The APR associated with your credit card is your card's interest rate. In other words, it's how much extra money you'll pay on any balance you don't pay off in full at the end of each billing cycle.

APR is typically stated as a yearly rate, and it can be fixed or variable. If you don't know your APR, you can find it in your credit card's terms and conditions. Or, when you review your statement it will appear on there.

Most credit cards operate on a variable rate, meaning the rate can change, often rising or falling in tandem with interest rates set by the Federal Reserve. When the Federal Reserve Board raises short-term interest rates, interest rates on credit cards and most other lending and savings products typically increase, like mortgages, home equity lines of credit, high-yield savings accounts and other loans.
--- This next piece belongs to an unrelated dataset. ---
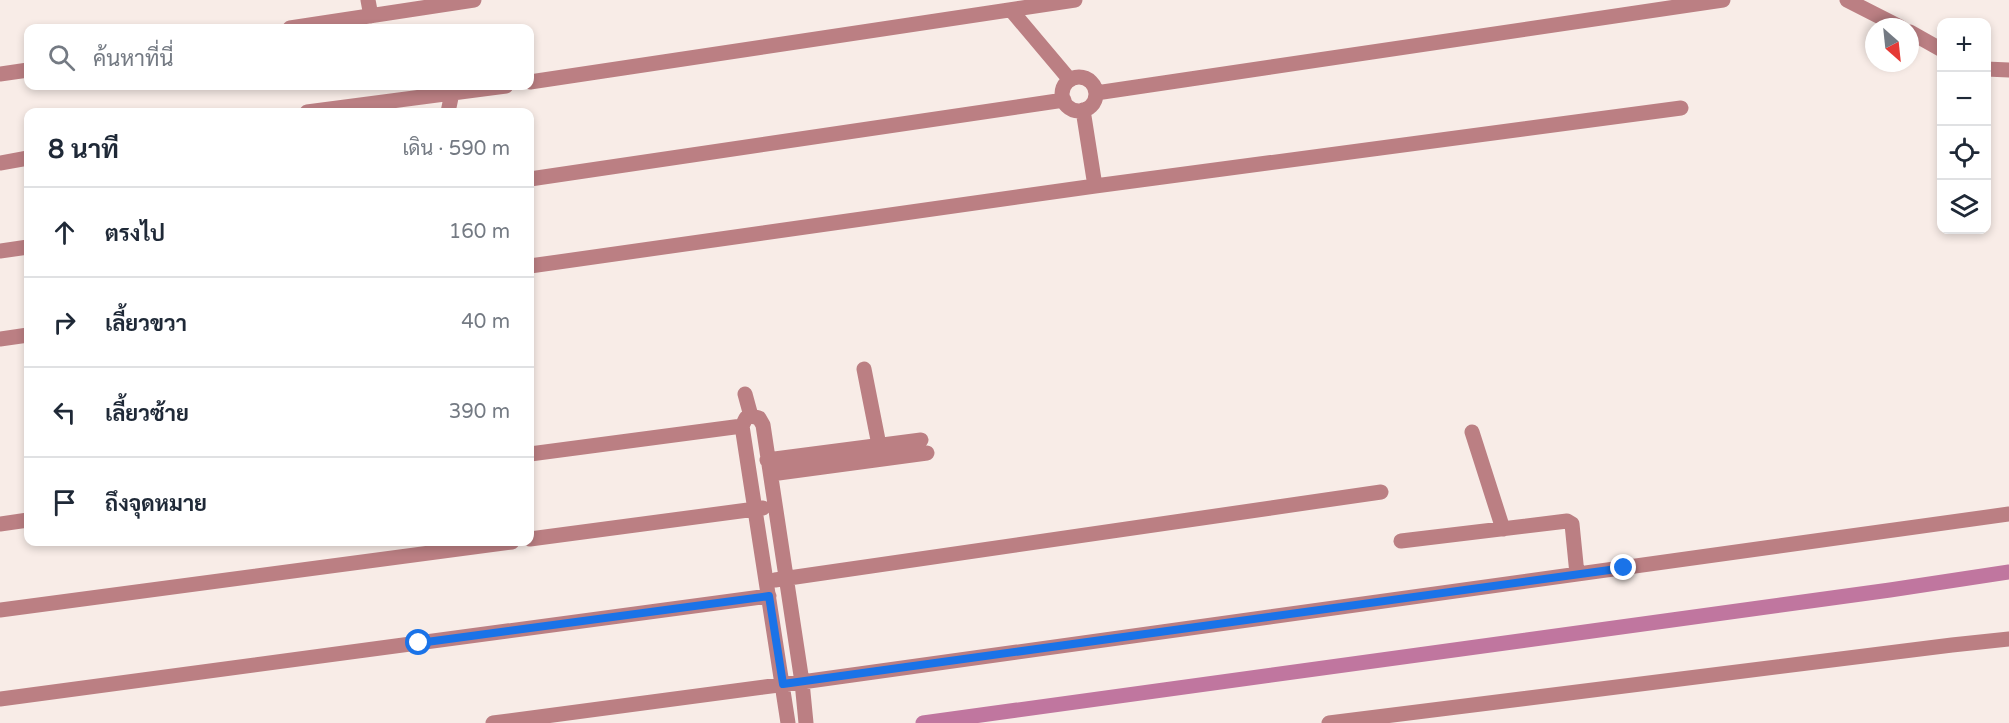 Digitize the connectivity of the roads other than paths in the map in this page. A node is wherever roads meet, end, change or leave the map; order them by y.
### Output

Currently, there's mixed views on where interest rates go from here. The Federal Reserve ended 2024 with three rate cuts, but didn't follow suit at its January meeting. With talks of tariffs being imposed, the safe bet is there might be fewer rate cuts in 2025, especially if those tariffs increase inflation.

How does APR affect me?

If you’re carrying a balance on a credit card with a high APR, plan to pay it off as soon as possible without adding any new purchases, or else you'll be stuck with expensive interest payments and can end up in credit card debt.

If you are struggling to keep up with interest payments on your credit card, applying for a balance transfer credit card to pay off credit card debt can be beneficial. Balance transfer credit cards offer an introductory 0% APR for qualifying balance transfers.

The length of these introductory periods varies, but some of the best balance transfer cards allow you to avoid interest rates for up to 21 months. You can also check to see if any current cards in your wallet are offering balance-transfer promotions.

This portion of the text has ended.